Die Bundesregierung erlaubt, dass Jan Böhmermann auf der Grundlage des § 103 StGB verfolgt wird. Das hat Kanzlerin Merkel heute persönlich bekanntgegeben. Aber nicht nur das. Vielmehr hat Frau Merkel auch gesagt, dass die Regierung das Sondergesetz für beleidigte Potentaten als überflüssig und nicht mehr zeitgemäß erachtet. Demgemäß will sie den § 103 StGB durch den Bundestag abschaffen lassen.

Anders gesagt: Der Staatsanwaltschaft wird durch die Ermächtigung eine Verfolung Jan Böhmermanns erlaubt, obwohl diejenigen, die die Verfolgung nun erlauben, den Straftatbestand abschaffen wollen. Hierzu sage ich nur: Finde den Fehler. Dann hätte es völlig unabhängig von der Frage, ob unsere Justiz nichts besseres zu tun haben sollte, als die Ehre eines überempfindlichen autoritären Regierungschefs zu schützen, doch sehr nahegelegen, wenn die Bundesregierung von ihrer gesetzlichen Entscheidungskompetenz nach § 104a StGB Gebrauch gemacht hätte: Keine Ermächtigung, weil Majestätsbeleidigung ohnehin bald obsolet. Und kein Interesse daran, dass die Meinungsfreiheit bei uns schaden nimmt.

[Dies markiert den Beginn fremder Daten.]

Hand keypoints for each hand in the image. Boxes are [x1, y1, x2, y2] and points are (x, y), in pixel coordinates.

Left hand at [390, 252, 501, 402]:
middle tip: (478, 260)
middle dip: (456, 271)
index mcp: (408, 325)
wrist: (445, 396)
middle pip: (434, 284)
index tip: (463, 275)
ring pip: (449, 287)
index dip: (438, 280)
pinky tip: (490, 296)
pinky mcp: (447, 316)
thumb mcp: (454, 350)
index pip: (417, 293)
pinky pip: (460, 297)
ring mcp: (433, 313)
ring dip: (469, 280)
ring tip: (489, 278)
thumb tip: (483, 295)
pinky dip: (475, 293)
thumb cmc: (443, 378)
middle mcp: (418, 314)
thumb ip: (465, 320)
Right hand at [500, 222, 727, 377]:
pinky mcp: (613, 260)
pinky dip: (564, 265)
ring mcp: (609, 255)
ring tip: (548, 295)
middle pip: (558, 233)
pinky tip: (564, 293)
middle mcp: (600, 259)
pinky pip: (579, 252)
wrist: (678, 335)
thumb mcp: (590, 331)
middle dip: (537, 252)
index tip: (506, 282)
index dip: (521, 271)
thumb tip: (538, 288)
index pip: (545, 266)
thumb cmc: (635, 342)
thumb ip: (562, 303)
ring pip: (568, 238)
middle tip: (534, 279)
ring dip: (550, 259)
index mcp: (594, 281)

Damit hätte die Bundesregierung keineswegs gegen die Gewaltenteilung verstoßen. Das Gesetz schaltet eine Opportunitätsprüfung („Ist die Strafverfolgung politisch gewünscht?“) vor, erst nach positiver Antwort auf diese Frage haben die Juristen das Wort. Gerade die Erkenntnis, dass § 103 StGB eigentlich längst abgeschafft gehört, wäre ein sehr nachvollziehbarer Grund gewesen, das Verfahren gegen Jan Böhmermann erst gar nicht beginnen zu lassen. Dabei muss man auch berücksichtigen, dass der Bundesregierung bei der Frage der Ermächtigung ein weiter Entscheidungsspielraum zusteht. Maßstab ist lediglich das Wohl des Volkes ...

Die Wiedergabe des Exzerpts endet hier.